= YOUR OBJECTIVE =
Needed from the data below: all lines that contain the word "dead".

= DATA EXTRACTS =
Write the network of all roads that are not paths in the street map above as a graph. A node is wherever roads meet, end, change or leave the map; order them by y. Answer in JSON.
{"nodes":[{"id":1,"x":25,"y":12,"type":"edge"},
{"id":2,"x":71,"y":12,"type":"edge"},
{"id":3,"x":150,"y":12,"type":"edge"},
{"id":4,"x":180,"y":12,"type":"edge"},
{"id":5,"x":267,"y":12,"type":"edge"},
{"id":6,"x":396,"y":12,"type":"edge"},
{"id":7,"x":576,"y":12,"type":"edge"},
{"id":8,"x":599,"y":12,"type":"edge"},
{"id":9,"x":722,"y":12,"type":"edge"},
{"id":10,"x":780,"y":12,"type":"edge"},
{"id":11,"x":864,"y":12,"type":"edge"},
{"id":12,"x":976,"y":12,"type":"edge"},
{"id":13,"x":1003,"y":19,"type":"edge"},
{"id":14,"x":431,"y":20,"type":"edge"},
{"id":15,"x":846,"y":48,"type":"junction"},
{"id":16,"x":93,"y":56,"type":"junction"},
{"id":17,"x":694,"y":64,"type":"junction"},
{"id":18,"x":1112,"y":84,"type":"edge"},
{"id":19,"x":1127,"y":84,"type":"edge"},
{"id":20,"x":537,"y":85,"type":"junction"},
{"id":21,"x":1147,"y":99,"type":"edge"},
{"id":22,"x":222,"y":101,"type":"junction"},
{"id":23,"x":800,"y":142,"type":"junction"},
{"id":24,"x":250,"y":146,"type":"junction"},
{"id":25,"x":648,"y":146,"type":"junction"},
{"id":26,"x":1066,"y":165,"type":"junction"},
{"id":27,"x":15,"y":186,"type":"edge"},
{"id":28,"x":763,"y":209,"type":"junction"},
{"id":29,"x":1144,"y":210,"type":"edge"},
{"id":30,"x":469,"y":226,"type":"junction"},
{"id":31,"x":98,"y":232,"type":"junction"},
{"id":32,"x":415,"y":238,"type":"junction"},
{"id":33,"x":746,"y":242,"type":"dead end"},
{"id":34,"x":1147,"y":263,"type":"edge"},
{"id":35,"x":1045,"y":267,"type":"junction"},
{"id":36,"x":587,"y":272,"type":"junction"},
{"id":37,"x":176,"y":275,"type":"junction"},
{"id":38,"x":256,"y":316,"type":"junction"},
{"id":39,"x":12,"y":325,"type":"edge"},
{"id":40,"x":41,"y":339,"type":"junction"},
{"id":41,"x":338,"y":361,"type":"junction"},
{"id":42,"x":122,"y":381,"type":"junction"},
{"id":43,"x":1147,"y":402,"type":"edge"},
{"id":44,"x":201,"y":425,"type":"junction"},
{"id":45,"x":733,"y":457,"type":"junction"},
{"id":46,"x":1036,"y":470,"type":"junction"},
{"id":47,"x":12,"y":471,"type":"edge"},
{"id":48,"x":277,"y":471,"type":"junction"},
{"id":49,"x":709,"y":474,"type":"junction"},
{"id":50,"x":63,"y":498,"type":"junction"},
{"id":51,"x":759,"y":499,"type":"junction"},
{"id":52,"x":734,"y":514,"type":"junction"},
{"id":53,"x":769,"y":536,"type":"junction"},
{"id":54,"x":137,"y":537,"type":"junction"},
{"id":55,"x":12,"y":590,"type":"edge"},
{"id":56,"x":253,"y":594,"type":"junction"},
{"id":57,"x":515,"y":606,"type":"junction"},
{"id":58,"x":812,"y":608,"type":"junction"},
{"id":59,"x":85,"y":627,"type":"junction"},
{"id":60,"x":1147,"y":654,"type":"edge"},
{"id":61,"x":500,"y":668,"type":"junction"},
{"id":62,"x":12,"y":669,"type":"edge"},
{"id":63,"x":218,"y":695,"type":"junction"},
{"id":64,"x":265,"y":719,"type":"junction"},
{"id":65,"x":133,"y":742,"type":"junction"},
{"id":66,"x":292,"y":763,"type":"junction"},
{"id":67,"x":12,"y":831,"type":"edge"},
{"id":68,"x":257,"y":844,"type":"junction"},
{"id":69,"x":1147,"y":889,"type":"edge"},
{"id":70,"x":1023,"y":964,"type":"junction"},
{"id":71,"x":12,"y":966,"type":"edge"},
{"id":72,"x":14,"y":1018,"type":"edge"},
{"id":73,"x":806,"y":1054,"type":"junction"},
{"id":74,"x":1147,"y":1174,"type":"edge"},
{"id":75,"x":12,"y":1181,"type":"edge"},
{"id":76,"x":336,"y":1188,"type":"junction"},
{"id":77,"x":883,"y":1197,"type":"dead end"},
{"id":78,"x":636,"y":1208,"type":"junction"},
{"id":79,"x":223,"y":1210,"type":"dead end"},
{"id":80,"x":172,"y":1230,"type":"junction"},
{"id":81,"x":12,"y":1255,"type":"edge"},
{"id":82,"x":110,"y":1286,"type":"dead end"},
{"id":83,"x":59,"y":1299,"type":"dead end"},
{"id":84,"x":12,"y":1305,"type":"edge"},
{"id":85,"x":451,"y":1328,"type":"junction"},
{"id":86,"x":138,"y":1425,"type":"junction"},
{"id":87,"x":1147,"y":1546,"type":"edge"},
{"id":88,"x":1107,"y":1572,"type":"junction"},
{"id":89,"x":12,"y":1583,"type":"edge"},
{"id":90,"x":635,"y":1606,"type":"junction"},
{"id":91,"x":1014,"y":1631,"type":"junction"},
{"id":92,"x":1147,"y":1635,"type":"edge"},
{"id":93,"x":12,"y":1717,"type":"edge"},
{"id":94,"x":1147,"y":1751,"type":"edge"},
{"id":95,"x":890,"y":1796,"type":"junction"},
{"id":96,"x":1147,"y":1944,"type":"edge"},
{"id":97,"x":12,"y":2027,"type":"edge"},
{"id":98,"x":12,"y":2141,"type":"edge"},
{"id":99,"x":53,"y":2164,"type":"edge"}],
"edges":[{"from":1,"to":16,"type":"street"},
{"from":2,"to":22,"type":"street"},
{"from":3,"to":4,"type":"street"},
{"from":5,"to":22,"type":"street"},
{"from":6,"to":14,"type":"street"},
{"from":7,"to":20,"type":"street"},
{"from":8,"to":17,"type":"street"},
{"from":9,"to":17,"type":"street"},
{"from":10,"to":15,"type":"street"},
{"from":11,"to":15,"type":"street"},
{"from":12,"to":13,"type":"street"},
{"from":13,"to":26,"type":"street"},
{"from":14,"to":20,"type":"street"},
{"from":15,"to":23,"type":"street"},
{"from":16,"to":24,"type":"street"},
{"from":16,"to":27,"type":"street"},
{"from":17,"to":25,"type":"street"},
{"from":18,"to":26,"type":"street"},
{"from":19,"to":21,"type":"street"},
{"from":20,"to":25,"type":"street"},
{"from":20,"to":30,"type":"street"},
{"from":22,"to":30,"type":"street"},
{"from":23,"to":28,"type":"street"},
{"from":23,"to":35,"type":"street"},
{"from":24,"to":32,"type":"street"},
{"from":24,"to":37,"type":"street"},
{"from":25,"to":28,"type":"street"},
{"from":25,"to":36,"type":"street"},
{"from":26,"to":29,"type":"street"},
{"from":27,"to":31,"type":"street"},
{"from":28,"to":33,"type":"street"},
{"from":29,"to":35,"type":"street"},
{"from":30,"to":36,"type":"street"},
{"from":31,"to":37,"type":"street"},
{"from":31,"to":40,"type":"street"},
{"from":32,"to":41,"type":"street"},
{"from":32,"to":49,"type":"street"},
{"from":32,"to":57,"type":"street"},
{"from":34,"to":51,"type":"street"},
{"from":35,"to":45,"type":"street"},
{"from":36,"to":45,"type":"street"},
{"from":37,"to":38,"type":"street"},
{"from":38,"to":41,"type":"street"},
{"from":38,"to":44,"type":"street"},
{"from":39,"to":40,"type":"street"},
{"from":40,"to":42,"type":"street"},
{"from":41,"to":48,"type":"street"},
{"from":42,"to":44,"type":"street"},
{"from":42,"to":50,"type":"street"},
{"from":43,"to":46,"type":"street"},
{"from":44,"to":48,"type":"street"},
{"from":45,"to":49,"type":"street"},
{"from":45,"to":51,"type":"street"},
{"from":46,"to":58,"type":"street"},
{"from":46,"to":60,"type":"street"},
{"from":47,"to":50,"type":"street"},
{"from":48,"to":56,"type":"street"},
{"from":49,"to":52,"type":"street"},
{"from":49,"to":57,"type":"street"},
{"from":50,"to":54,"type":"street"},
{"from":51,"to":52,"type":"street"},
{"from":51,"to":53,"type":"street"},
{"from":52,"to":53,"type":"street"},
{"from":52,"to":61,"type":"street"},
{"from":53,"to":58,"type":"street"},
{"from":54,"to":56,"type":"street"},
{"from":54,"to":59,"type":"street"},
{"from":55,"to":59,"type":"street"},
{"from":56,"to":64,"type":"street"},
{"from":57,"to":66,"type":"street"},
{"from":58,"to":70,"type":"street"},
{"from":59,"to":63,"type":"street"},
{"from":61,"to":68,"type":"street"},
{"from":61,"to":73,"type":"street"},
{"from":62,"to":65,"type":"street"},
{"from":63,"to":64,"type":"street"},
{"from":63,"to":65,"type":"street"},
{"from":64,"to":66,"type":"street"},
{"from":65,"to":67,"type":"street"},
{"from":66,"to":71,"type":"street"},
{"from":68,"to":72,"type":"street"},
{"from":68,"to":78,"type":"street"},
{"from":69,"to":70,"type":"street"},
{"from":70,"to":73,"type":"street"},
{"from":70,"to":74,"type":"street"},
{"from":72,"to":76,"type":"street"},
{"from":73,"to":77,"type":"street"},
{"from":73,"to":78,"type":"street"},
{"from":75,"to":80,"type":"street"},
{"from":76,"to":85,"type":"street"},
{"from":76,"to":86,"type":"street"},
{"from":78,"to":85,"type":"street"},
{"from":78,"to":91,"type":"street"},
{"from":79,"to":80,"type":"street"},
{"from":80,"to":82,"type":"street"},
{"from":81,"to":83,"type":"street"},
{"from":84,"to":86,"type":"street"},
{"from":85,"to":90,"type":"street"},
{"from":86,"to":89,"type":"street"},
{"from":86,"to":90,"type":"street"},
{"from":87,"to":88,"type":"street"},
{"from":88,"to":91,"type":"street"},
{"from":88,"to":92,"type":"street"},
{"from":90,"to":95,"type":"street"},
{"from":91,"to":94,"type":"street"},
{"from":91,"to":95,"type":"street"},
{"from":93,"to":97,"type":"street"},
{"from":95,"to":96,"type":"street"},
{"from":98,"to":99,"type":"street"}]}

= RESPONSE AREA =
{"id":33,"x":746,"y":242,"type":"dead end"},
{"id":77,"x":883,"y":1197,"type":"dead end"},
{"id":79,"x":223,"y":1210,"type":"dead end"},
{"id":82,"x":110,"y":1286,"type":"dead end"},
{"id":83,"x":59,"y":1299,"type":"dead end"},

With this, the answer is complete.